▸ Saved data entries
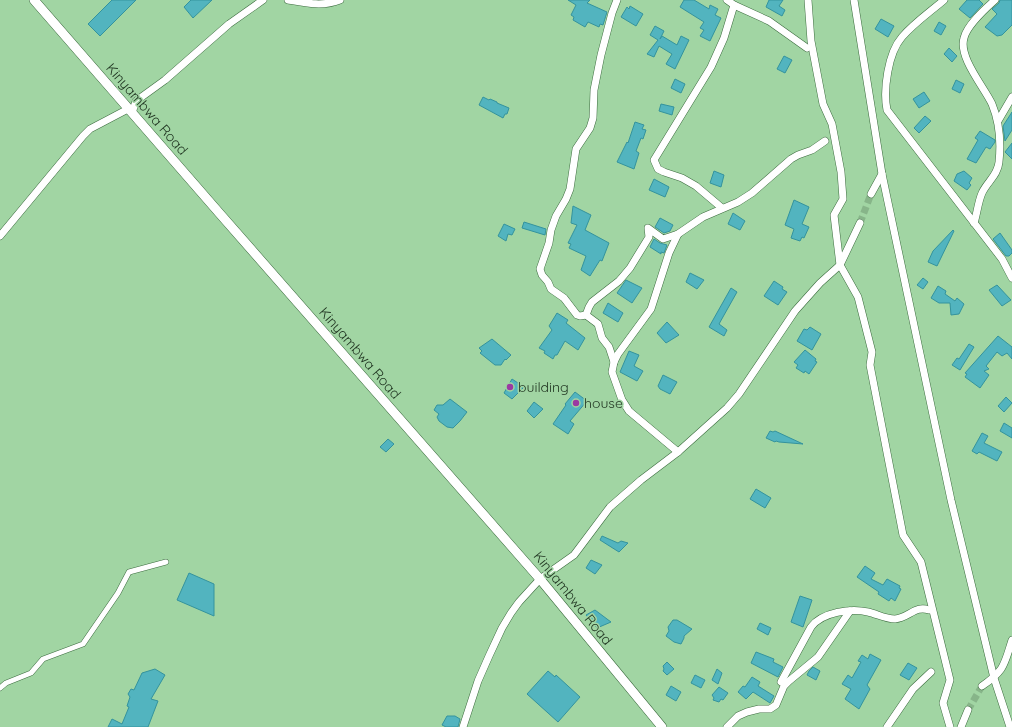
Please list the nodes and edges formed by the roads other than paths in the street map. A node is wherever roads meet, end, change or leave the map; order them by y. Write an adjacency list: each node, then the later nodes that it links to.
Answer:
1 (34, 0): 14 (street, Kinyambwa Road)
2 (263, 0): 14 (street)
3 (288, 0): 4 (street)
4 (340, 0)
5 (617, 0): 26 (street)
6 (726, 0): 11 (street)
7 (808, 0): 24 (street)
8 (854, 0): 17 (street)
9 (944, 0): 21 (street)
10 (995, 0): 15 (street)
11 (734, 5): 12 (street); 19 (street)
12 (807, 48)
13 (1012, 97): 15 (street)
14 (130, 111): 23 (street); 30 (street, Kinyambwa Road)
15 (998, 121): 21 (street)
16 (825, 141): 19 (street)
17 (882, 174): 18 (street); 35 (street)
18 (871, 194)
19 (722, 208): 22 (street)
20 (860, 223): 24 (street)
21 (974, 223): 25 (street)
22 (678, 234): 26 (street); 27 (street)
23 (0, 236)
24 (840, 265): 28 (street); 44 (street)
25 (1012, 278)
26 (586, 315): 27 (street)
27 (614, 362): 28 (street)
28 (678, 452): 30 (street)
29 (166, 562): 38 (street)
30 (540, 579): 40 (street); 41 (street, Kinyambwa Road)
31 (928, 610): 32 (street)
32 (850, 611): 36 (street); 42 (street)
33 (1012, 640): 35 (street)
34 (931, 672): 43 (street)
35 (994, 678): 37 (street); 46 (street)
36 (781, 682)
37 (982, 686)
38 (0, 688)
39 (968, 710): 45 (street)
40 (463, 727)
41 (662, 727)
42 (727, 727)
43 (887, 727)
44 (950, 727)
45 (961, 727)
46 (1010, 727)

▸ EXERCISE DETAILS
Set down the data exactly as it appears, without any images.

▸ THE ANSWER
Please list the nodes and edges formed by the roads other than paths in the street map. A node is wherever roads meet, end, change or leave the map; order them by y. Write an adjacency list: each node, then the later nodes that it links to.
Answer:
1 (34, 0): 14 (street, Kinyambwa Road)
2 (263, 0): 14 (street)
3 (288, 0): 4 (street)
4 (340, 0)
5 (617, 0): 26 (street)
6 (726, 0): 11 (street)
7 (808, 0): 24 (street)
8 (854, 0): 17 (street)
9 (944, 0): 21 (street)
10 (995, 0): 15 (street)
11 (734, 5): 12 (street); 19 (street)
12 (807, 48)
13 (1012, 97): 15 (street)
14 (130, 111): 23 (street); 30 (street, Kinyambwa Road)
15 (998, 121): 21 (street)
16 (825, 141): 19 (street)
17 (882, 174): 18 (street); 35 (street)
18 (871, 194)
19 (722, 208): 22 (street)
20 (860, 223): 24 (street)
21 (974, 223): 25 (street)
22 (678, 234): 26 (street); 27 (street)
23 (0, 236)
24 (840, 265): 28 (street); 44 (street)
25 (1012, 278)
26 (586, 315): 27 (street)
27 (614, 362): 28 (street)
28 (678, 452): 30 (street)
29 (166, 562): 38 (street)
30 (540, 579): 40 (street); 41 (street, Kinyambwa Road)
31 (928, 610): 32 (street)
32 (850, 611): 36 (street); 42 (street)
33 (1012, 640): 35 (street)
34 (931, 672): 43 (street)
35 (994, 678): 37 (street); 46 (street)
36 (781, 682)
37 (982, 686)
38 (0, 688)
39 (968, 710): 45 (street)
40 (463, 727)
41 (662, 727)
42 (727, 727)
43 (887, 727)
44 (950, 727)
45 (961, 727)
46 (1010, 727)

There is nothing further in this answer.